**Input for this task:**
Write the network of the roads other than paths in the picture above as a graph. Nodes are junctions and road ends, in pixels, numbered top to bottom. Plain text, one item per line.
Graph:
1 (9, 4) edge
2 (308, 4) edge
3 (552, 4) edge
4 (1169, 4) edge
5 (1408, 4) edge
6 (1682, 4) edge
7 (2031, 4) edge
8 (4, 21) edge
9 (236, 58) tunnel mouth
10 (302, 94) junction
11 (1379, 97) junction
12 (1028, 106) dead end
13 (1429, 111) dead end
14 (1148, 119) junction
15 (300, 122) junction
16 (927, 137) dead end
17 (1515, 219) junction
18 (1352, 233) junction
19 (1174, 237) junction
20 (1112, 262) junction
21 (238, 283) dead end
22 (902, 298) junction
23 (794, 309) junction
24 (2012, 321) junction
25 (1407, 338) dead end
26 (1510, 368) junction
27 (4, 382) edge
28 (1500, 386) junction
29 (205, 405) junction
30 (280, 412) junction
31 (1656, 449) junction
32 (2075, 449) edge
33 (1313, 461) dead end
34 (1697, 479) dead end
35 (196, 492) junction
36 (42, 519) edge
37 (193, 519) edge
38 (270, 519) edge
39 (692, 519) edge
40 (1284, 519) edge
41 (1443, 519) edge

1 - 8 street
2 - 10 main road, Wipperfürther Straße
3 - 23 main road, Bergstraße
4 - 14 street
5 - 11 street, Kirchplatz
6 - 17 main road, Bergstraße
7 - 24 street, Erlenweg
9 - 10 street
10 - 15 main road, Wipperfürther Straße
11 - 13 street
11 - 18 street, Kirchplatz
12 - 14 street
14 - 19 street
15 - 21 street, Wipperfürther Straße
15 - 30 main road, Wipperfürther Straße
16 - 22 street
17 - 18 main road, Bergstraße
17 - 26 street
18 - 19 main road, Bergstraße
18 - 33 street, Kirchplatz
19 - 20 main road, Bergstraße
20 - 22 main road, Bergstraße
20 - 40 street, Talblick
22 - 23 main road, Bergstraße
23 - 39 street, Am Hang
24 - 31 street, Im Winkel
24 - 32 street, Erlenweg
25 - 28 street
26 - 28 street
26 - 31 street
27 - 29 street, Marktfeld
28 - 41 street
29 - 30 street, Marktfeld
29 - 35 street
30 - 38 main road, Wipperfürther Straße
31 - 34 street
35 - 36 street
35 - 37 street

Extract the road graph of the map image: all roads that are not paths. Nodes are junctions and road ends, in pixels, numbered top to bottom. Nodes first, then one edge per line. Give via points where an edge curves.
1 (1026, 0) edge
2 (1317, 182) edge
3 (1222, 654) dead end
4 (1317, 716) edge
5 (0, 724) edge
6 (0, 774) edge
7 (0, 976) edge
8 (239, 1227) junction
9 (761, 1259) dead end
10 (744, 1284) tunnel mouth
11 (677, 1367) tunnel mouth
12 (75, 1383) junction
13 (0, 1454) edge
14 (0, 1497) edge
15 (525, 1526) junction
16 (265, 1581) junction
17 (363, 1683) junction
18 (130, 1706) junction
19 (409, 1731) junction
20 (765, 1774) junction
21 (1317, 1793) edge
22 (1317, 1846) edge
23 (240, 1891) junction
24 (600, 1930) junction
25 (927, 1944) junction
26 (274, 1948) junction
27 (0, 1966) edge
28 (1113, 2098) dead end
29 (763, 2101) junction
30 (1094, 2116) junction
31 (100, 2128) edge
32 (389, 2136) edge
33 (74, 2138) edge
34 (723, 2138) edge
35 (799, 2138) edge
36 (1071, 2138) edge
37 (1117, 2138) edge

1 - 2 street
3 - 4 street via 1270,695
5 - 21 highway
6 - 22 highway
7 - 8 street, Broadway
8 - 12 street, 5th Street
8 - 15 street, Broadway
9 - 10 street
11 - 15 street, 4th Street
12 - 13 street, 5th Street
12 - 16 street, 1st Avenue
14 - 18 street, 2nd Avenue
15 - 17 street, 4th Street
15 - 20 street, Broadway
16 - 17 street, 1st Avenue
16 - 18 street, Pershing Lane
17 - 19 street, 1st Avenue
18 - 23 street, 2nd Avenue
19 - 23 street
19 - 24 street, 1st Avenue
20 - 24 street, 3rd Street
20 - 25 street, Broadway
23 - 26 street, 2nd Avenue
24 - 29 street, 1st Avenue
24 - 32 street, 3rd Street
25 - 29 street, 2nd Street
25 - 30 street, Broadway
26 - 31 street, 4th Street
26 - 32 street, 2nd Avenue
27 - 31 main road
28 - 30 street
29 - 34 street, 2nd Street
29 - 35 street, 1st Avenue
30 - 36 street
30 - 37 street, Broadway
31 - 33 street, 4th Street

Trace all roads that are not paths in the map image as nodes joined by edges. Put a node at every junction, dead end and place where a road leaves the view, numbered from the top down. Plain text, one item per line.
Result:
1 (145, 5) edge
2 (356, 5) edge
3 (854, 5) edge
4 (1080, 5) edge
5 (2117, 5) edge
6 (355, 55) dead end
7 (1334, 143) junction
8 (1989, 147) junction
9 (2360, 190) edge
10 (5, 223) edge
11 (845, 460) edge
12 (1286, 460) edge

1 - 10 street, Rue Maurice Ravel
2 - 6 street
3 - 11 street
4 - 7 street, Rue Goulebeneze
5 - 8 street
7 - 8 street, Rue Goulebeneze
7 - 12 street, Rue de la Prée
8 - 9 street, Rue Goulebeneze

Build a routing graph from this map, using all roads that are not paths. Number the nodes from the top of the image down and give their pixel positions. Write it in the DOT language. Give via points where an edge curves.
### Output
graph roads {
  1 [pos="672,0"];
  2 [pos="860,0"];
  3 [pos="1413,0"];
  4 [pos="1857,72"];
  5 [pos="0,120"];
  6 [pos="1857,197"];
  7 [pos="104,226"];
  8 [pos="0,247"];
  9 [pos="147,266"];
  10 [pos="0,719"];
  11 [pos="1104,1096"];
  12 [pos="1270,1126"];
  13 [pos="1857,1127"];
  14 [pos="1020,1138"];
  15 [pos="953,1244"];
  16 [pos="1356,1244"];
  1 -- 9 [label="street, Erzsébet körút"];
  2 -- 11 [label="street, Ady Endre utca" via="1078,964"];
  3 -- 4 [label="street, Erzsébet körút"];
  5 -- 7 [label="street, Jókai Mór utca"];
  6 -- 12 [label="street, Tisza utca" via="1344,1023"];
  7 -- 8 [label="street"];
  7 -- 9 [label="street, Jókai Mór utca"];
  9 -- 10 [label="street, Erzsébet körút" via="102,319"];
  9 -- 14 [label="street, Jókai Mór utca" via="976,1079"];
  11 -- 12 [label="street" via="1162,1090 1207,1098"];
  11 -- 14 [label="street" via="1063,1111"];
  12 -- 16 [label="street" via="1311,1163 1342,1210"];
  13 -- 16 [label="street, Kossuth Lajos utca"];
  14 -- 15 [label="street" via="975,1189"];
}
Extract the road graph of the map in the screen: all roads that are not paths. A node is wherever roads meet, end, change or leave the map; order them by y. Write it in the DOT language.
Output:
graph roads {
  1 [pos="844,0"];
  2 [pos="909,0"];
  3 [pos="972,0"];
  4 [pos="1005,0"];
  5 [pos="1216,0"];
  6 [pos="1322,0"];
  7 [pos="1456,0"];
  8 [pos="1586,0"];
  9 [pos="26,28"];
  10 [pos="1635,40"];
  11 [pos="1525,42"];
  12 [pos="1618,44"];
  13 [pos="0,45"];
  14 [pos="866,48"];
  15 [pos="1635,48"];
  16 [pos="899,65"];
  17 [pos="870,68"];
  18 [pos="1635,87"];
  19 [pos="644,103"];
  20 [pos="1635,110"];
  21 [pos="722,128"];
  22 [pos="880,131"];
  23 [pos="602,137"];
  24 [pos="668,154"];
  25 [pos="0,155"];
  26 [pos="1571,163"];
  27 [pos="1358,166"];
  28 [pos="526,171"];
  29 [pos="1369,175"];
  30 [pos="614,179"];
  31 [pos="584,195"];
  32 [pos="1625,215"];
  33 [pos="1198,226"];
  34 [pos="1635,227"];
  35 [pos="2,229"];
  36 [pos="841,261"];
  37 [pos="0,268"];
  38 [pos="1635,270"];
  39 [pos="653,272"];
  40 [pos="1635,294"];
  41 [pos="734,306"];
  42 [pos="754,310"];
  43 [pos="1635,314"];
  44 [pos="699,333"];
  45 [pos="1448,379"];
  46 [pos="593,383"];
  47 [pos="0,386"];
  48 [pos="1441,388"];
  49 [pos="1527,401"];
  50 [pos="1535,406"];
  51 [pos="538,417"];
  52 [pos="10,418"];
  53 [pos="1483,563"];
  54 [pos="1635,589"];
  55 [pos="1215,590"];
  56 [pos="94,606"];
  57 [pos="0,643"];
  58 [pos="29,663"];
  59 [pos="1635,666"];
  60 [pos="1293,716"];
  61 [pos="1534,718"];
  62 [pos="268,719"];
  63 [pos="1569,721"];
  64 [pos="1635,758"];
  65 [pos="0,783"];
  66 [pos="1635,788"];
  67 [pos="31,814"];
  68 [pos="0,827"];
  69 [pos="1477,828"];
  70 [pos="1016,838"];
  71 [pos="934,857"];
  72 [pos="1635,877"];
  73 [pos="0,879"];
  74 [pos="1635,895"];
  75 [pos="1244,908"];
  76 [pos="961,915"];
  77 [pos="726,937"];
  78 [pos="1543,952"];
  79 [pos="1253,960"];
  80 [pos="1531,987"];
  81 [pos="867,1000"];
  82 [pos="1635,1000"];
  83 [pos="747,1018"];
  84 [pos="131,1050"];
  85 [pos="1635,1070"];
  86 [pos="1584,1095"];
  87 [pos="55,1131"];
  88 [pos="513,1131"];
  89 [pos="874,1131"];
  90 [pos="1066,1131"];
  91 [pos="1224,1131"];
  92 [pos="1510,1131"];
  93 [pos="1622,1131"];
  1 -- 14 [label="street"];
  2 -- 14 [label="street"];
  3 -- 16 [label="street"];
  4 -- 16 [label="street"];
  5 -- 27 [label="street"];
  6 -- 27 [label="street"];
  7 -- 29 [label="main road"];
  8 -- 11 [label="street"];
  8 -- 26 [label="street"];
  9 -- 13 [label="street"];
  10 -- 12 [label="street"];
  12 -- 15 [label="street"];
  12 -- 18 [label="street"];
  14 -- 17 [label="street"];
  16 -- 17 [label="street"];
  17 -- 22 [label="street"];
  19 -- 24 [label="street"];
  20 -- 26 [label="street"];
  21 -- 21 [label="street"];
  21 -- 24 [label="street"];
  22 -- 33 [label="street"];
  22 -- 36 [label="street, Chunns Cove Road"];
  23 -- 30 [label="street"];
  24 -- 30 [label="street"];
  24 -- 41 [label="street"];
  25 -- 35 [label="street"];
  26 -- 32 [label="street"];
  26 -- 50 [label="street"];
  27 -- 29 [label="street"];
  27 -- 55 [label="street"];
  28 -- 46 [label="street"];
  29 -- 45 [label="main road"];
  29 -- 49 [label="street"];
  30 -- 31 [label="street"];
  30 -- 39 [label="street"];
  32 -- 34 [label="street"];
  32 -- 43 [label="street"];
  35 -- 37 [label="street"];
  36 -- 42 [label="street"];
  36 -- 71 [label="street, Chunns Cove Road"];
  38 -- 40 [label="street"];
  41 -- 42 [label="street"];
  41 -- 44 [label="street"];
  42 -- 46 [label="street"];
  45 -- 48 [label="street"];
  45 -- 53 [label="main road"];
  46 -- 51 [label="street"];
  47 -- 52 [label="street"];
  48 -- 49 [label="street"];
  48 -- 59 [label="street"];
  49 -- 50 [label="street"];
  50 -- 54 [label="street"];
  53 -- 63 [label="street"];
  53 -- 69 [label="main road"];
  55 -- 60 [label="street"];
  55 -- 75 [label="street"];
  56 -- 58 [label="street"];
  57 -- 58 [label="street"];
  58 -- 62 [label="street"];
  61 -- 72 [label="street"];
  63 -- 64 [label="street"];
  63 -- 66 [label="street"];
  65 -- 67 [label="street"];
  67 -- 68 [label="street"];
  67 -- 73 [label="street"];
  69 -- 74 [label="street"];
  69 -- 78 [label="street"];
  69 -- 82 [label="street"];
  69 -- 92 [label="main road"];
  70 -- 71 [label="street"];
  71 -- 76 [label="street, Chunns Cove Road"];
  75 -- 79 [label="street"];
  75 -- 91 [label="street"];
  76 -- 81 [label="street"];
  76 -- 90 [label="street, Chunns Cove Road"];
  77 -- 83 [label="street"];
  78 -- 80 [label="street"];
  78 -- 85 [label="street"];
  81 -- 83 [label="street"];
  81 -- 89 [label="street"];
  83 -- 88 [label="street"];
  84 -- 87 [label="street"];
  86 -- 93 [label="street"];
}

**Work order:** Count up the lines in the listing that hold the word "Marktfeld", and give that number only.

**Expected answer:** 2